Album review: African legends' sunny sounds
Sultry, sun-kissed and sophisticated: the music of West Africa is some of the finest and most instantly recognisable on the entire continent.
As nations across the region became independent in the 1960s and ‘70s the area enjoyed a musical golden age as bands were formed to explore their own heritage and history while also pushing the boundaries.
The tiny country of Benin ensured it was not outshone by its bigger neighbours by spawning the Orchestre Poly-Rythmo de Cotonou, given its name on account of the many different styles the band could play.
Formed in 1968 the group released a slew of albums and toured all over West Africa showcasing its sound which blended traditional rhythms and music from Benin with a dizzying array of outside influences.

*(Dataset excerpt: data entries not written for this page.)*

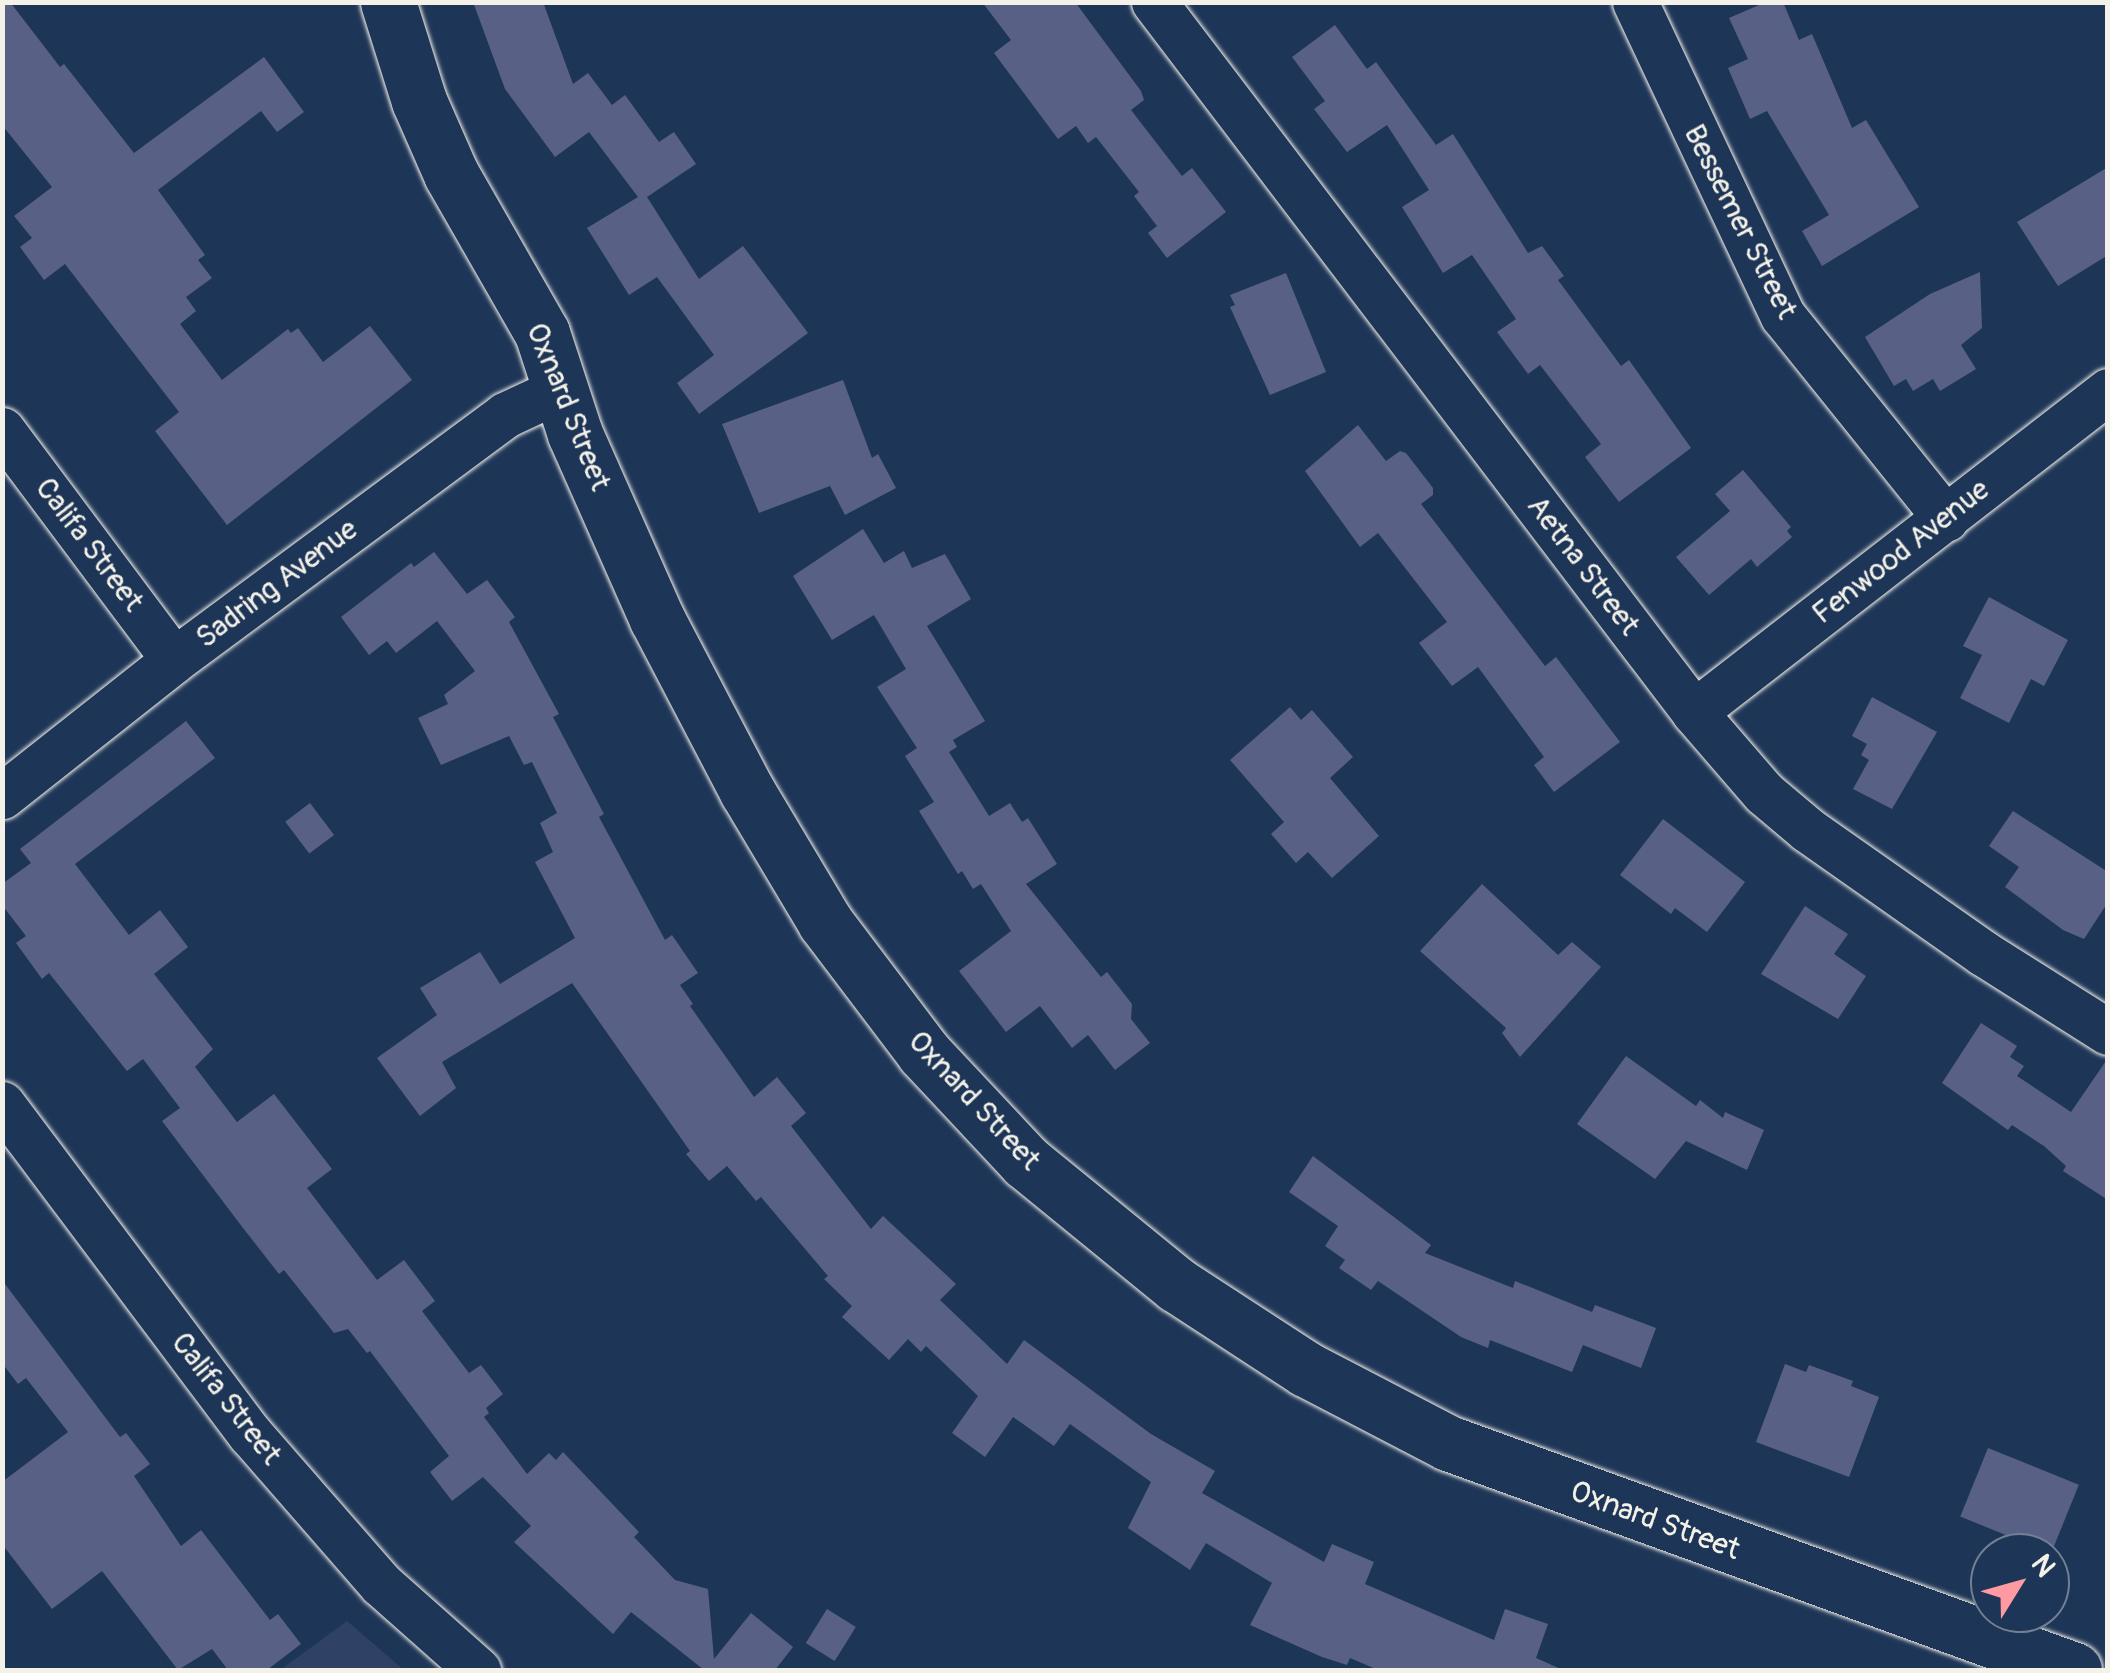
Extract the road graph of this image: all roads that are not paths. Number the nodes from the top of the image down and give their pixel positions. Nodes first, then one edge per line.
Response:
1 (388, 2) edge
2 (1154, 2) edge
3 (1635, 2) edge
4 (562, 388) junction
5 (2108, 391) edge
6 (2, 430) edge
7 (1946, 519) junction
8 (174, 660) junction
9 (1694, 712) junction
10 (2, 796) edge
11 (2108, 1032) edge
12 (2, 1104) edge
13 (478, 1670) edge
14 (2074, 1670) edge

1 - 4 street, Oxnard Street
2 - 9 street, Aetna Street
3 - 7 street, Bessemer Street
4 - 8 street, Sadring Avenue
4 - 14 street, Oxnard Street
5 - 7 street, Fenwood Avenue
6 - 8 street, Califa Street
7 - 9 street, Fenwood Avenue
8 - 10 street, Sadring Avenue
9 - 11 street, Aetna Street
12 - 13 street, Califa Street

Singing largely in the Fon language, their songs ranged from the homegrown vodoun roots music of Benin to elements of Ghanaian highlife, Congolese rumba, Latin styles and soul and funk from America.
Following the death of former leader Mélomé Clément in 2012, just a year after the band broke a 20-year silence by releasing the album Cotonou Club, three of the key remaining musicians decided they had to keep the Poly-Rythmo flame alive.

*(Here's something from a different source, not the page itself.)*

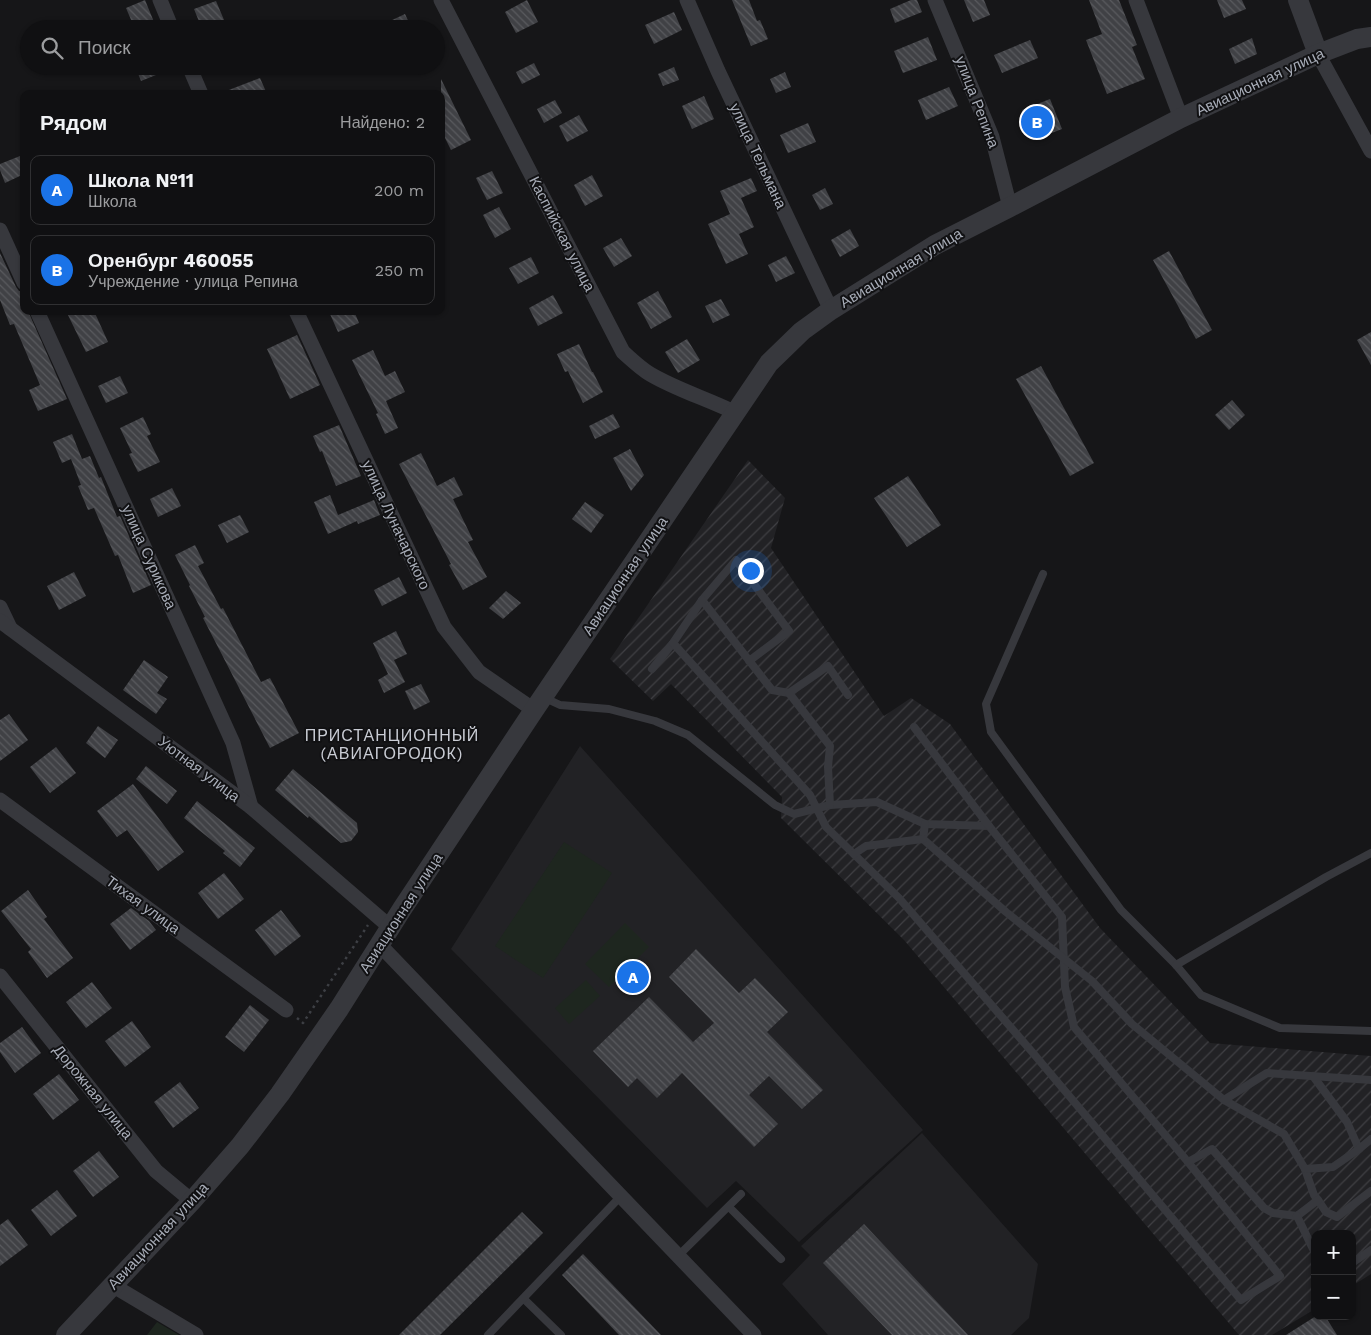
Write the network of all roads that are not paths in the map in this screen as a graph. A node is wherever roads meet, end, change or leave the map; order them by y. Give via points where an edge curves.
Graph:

Four years down the line the result is Madjafalao, with singers Vincent Ahehehinnou and Loko Pierre and bassist Gustave Bentho gathering around them a group of performers to do justice to the group’s legacy under the name Le Tout-Puissant Orchestre Poly-Rythmo.

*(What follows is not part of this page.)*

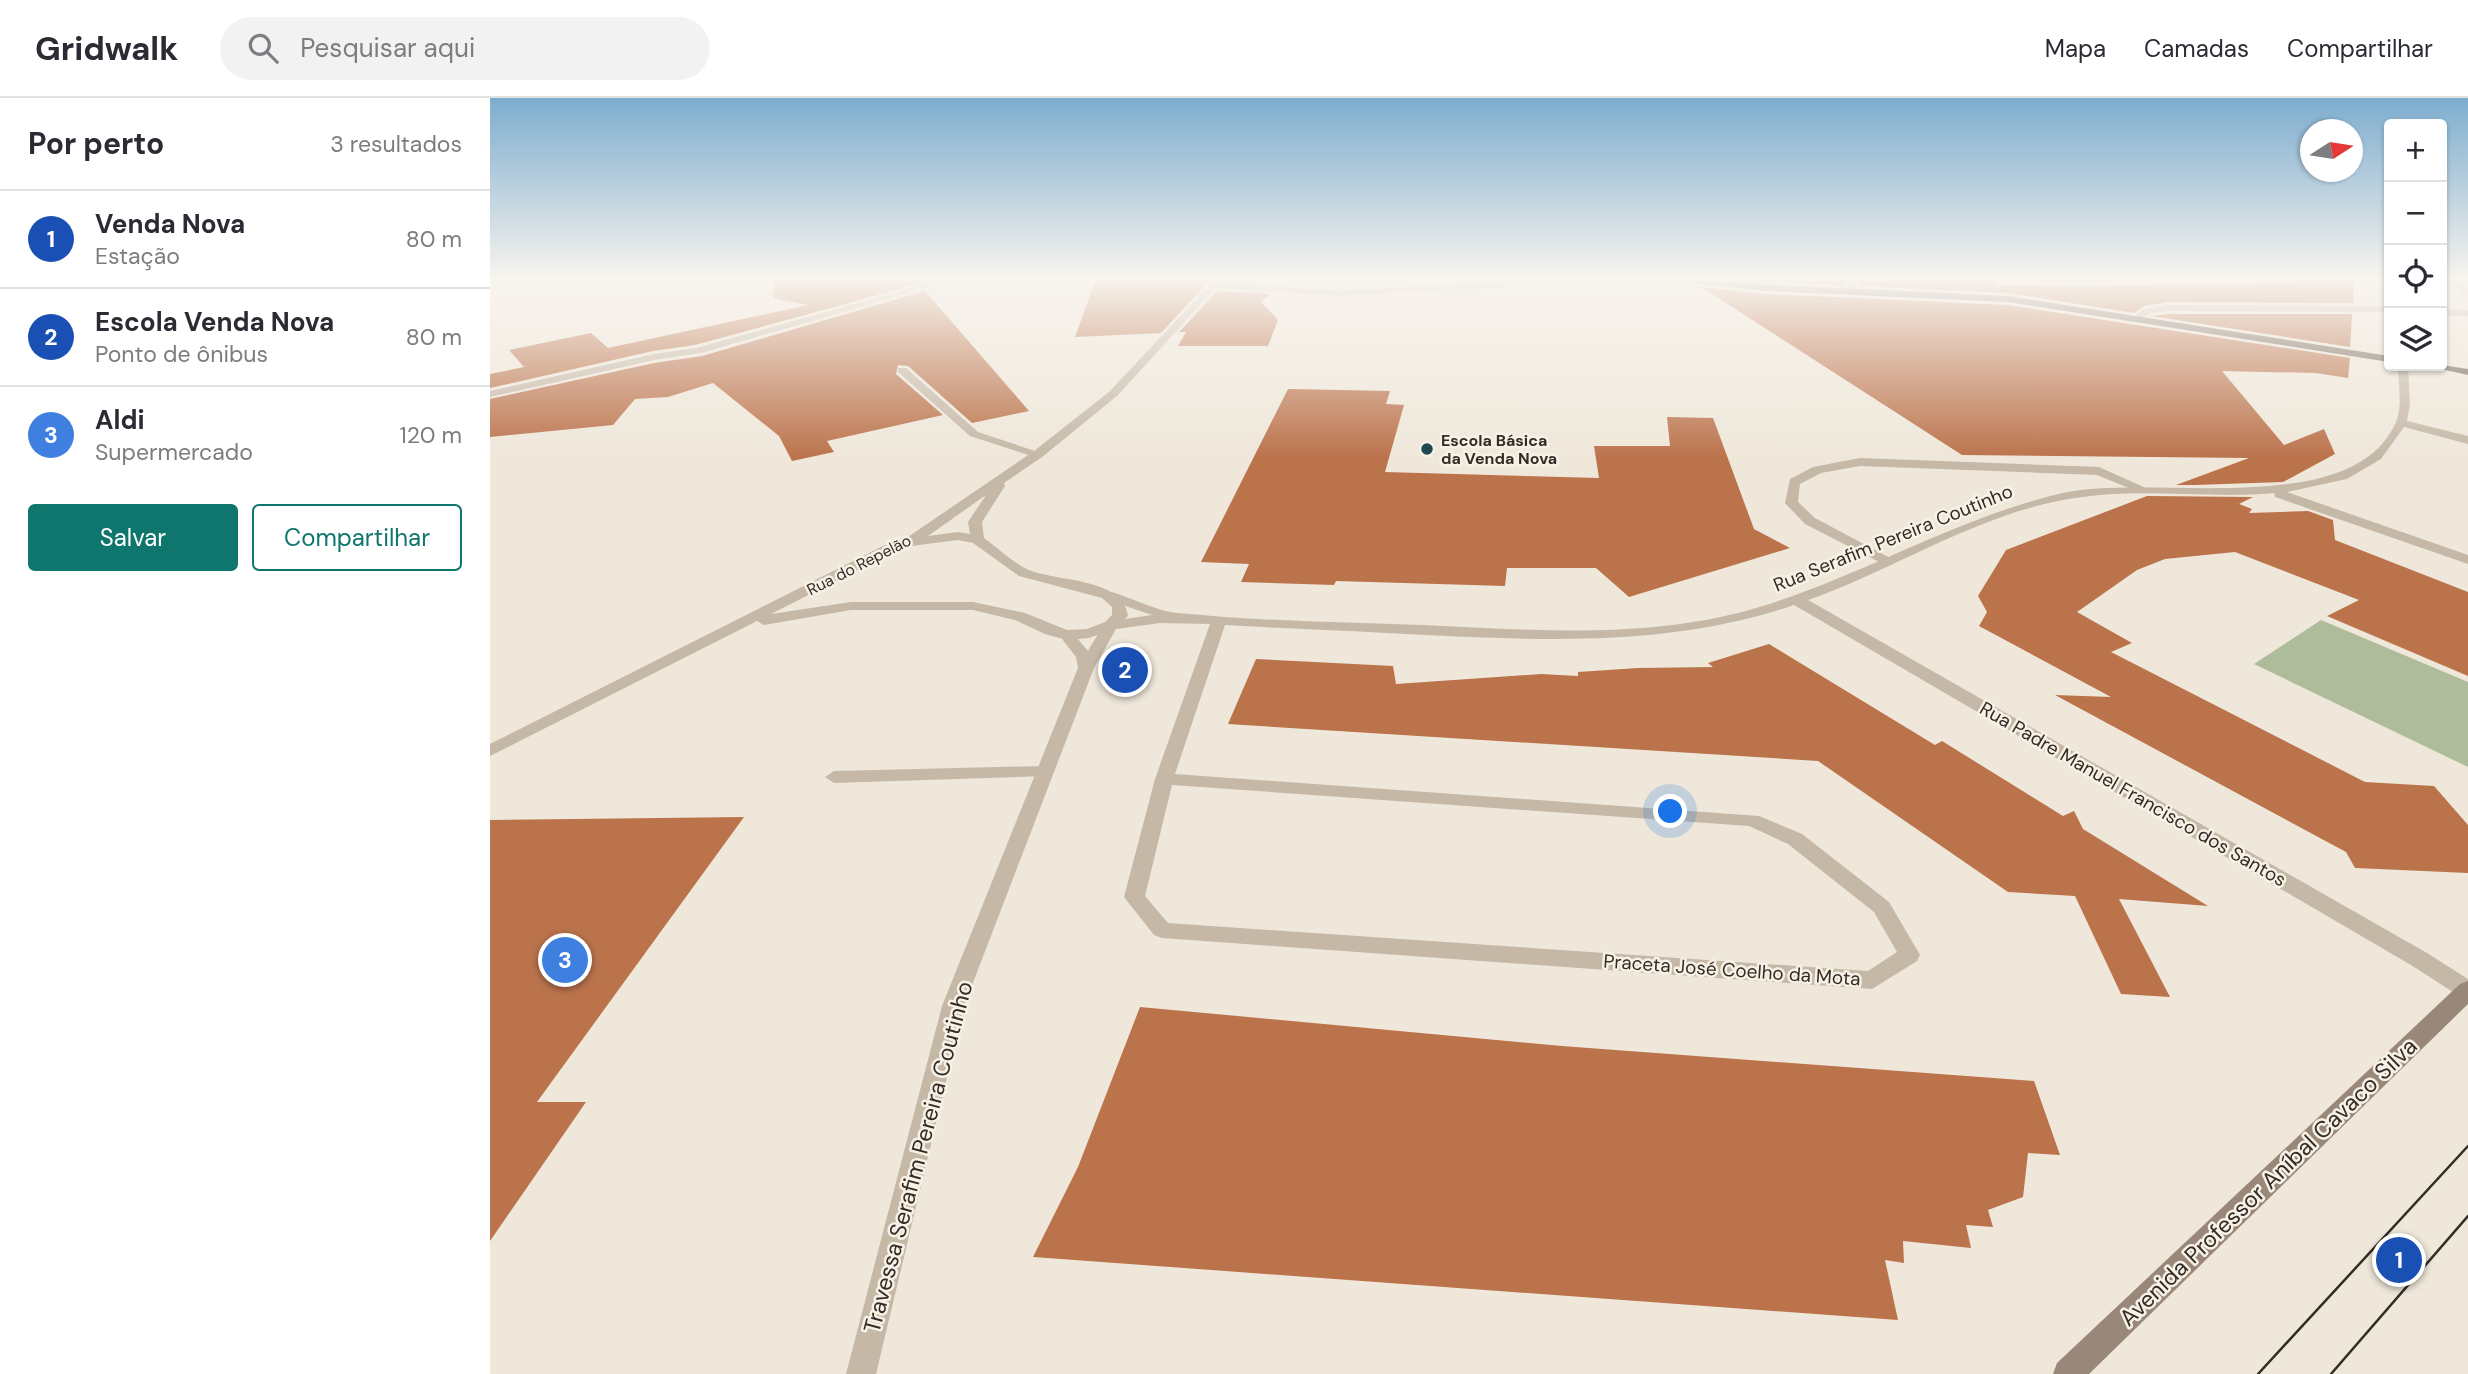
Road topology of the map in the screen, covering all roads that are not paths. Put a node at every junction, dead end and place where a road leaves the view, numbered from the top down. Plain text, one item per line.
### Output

The seven minutes of the opening title track, which is probably the highlight of the album, sets out the stall in suitably impressive fashion for a group styling themselves as “all-powerful”.
Opening with a lively shouted: “One, two!” the band immediately lopes into a distinctive groove that brings to mind what a New Orleans jazz band might sound like if they had ended up in West Africa before settling into a smooth Afro-Latin sound.
Lead vocalists trade call-and-response lines with the backing singers, the repeated words and phrases of the accompanists perhaps reminding listeners of Nigerian firebrand Fela Kuti’s group Africa 70, which the younger Poly-Rythmo played extensively with.
Trumpets and saxophones provide melodic lines and songs are also flecked by gently-woven bursts of electric guitar and layers of organs and keyboards which are by turns jazzy and gospelly.
More extensive saxophone solos float free on the opening track and Omonyi while the group shows off its sunniest disposition on the exuberant Heritage and closer Baba Djide opens with a guitar riff close to an African take on US radio rock.
The Latin-influenced tracks are unhurried, sensual and immediately appealing, bringing to mind a world of elegant nightclubs, long and warm evenings under starry skies and clinking glasses, while Ouesse sees the band dig out a rootsier feel with insistent vocals being sung over a peculiar but catchy rhythm that is somewhere between walking and driving.
Brilliant bands from this area have pushed the bar very high, but this album is a jewel of sunshine to brighten up the darkest winter nights.